__Required work__:
In the data below, find each line that contains the word "road" and copy it.

__Information shown__:
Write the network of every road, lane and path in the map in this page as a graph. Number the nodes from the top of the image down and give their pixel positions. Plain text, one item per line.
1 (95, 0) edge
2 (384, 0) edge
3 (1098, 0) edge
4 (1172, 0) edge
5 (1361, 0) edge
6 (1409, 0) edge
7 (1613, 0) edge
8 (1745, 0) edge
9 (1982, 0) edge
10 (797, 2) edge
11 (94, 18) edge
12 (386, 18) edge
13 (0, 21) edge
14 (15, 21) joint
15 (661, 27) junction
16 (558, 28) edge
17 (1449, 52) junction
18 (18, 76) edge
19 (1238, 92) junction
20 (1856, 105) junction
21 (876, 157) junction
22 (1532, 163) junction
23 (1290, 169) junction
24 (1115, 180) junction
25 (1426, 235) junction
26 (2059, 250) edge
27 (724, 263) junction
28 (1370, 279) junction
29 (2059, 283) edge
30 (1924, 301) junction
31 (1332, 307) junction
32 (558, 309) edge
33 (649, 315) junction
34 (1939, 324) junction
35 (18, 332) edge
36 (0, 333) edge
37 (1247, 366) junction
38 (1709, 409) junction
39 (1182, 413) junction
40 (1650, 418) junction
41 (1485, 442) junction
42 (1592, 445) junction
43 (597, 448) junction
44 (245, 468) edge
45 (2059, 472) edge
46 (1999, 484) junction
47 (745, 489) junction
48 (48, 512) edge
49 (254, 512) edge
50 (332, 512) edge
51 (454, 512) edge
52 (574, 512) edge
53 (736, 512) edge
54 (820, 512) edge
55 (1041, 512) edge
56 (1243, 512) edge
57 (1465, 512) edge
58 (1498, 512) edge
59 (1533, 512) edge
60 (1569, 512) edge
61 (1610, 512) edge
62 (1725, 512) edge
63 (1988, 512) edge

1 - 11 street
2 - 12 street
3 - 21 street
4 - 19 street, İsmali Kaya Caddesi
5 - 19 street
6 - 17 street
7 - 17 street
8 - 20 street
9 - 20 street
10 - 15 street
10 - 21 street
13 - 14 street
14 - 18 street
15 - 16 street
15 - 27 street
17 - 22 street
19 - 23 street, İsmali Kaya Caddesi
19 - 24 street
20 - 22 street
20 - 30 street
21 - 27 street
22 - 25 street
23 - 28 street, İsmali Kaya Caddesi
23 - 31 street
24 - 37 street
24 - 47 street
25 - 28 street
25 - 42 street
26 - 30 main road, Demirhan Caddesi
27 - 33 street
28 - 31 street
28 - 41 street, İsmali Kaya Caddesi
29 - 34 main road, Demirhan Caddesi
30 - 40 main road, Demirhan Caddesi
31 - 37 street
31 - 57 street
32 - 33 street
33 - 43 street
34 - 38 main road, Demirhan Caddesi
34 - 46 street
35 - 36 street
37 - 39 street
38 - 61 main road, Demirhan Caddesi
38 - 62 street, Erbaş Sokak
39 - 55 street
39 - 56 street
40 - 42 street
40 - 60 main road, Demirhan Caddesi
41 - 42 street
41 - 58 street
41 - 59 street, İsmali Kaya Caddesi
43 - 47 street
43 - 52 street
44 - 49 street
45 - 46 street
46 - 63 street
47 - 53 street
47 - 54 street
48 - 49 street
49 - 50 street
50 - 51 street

__Your solution__:
Write the network of every road, lane and path in the map in this page as a graph. Number the nodes from the top of the image down and give their pixel positions. Plain text, one item per line.
26 - 30 main road, Demirhan Caddesi
29 - 34 main road, Demirhan Caddesi
30 - 40 main road, Demirhan Caddesi
34 - 38 main road, Demirhan Caddesi
38 - 61 main road, Demirhan Caddesi
40 - 60 main road, Demirhan Caddesi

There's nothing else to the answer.